I'd expect the growth of a chair etc. to take about a year, and each tree to be capable of growing only one furniture size item at a time, and that would be at the expense of fruit. Basically, the resources put into producing fruit would be diverted into slave labor instead.
Not only do you get more than one fruit per tree, but dorfs take less than a year to make a piece of furniture. Or a pair of linen socks. I would expect it to take less time than a year?
As far as I know trees move considerably slower than dwarven carpenters, and the latter don't actually grow the logs, they just process logs that grown over several prior years, so I don't think that's a fair comparison.
There are few trees that produce fruit the size of cabinets, and I'd expect the volume of the fruit "converted" into furniture to be at least equal to the one of the furniture, and probably double that (squishy fruit vs lignine/cellulose dense furniture). Some especially bountiful trees might be pushed to produce two cabinets per fruiting season (i.e. once per year), and you could probably get several wooden swords out of a normal tree, or quite a few wooden mugs.

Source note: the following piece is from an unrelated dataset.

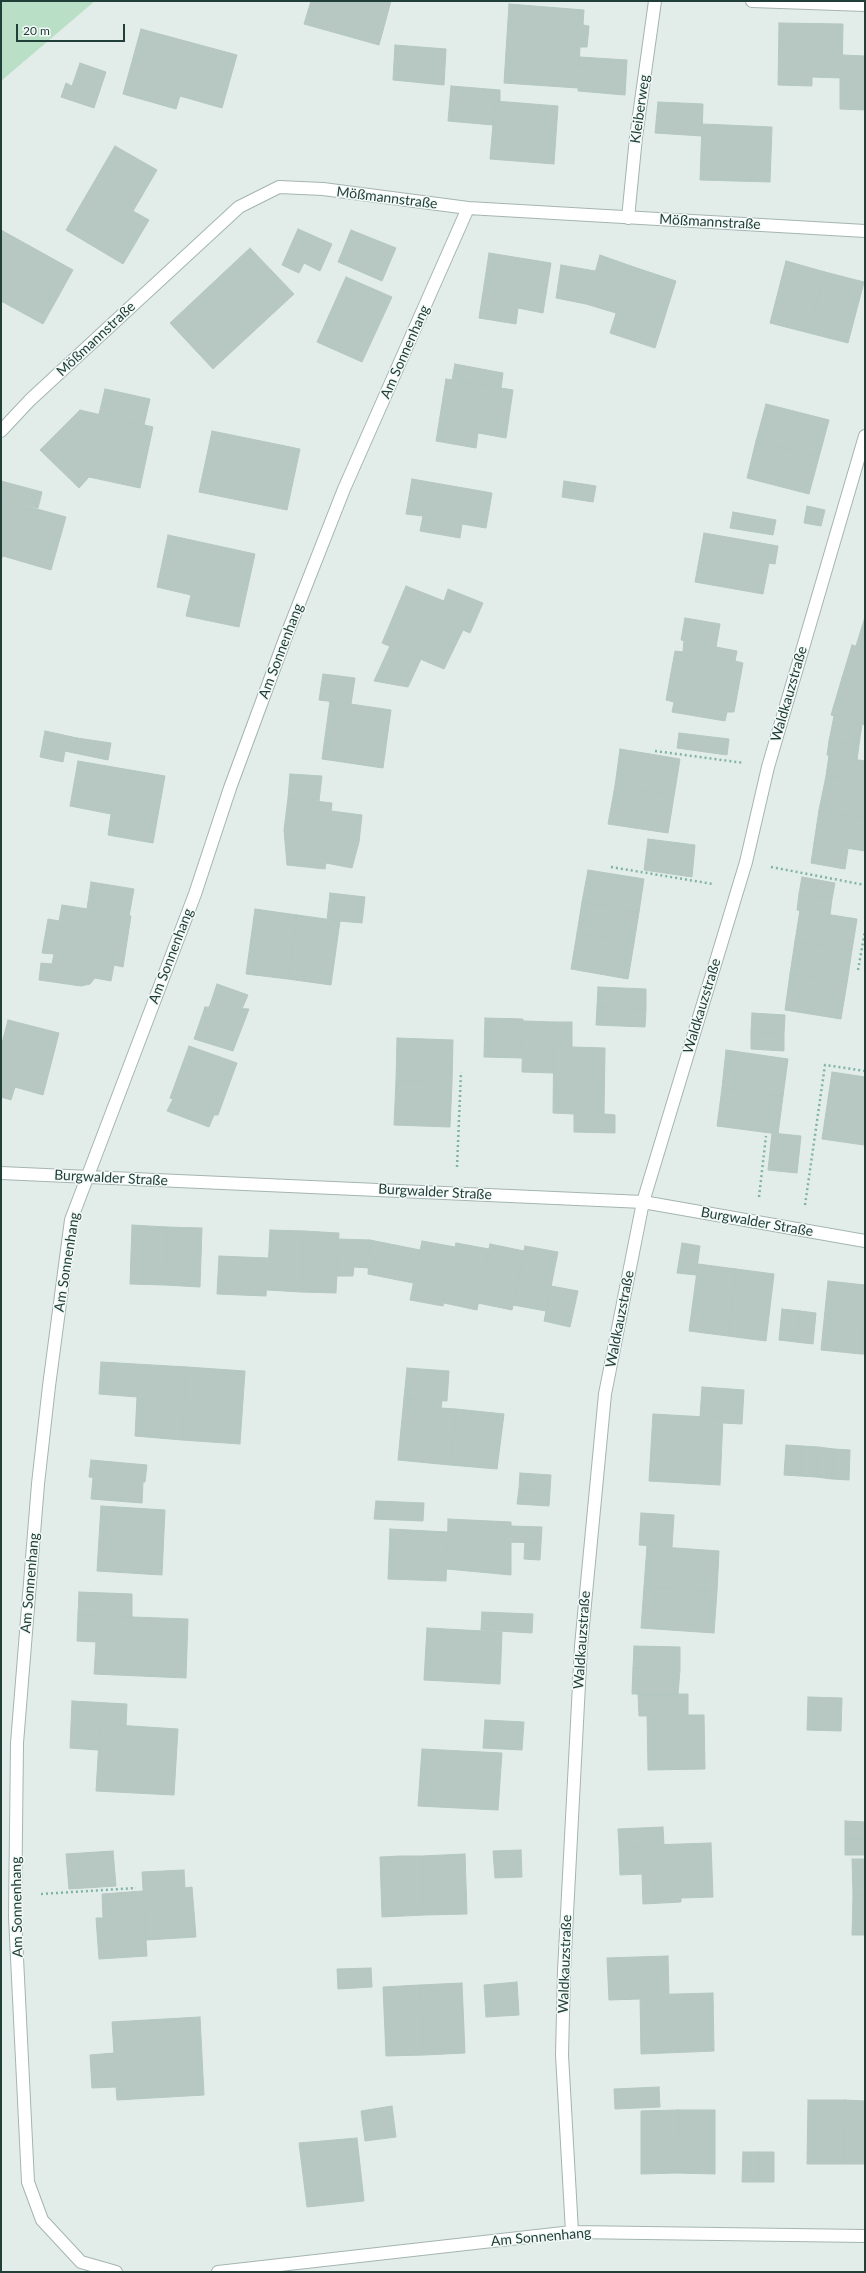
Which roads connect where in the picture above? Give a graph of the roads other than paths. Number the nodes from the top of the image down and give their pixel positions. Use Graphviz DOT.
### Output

Flax isn't a tree, and a sock typically requires the thread harvested from a lot of flax plants, so I don't have much of an idea of how you'd grow "shrub" based items. Maybe the equivalent of a farming tile (which I assume elves don't use) might somehow grow together to form one sock, or even a pair of them. The growing time for grown "shrub" based items would probably the the normal growth time until harvest for that plant, and ought to follow the seasonal growth pattern of surface crops that DF doesn't implement currently (with current DF surface shrub growth times you'd probably get about two harvests per season). I've got trouble seeing how to grown "shrub" based items without harming the plant, but maybe annual plants flower and disperse their seeds while tangled up as a sock, dies, and the sock can then be picked up from the dead tangle of the plants. If so, it would require a full growth cycle, not shortened somewhat by harvest.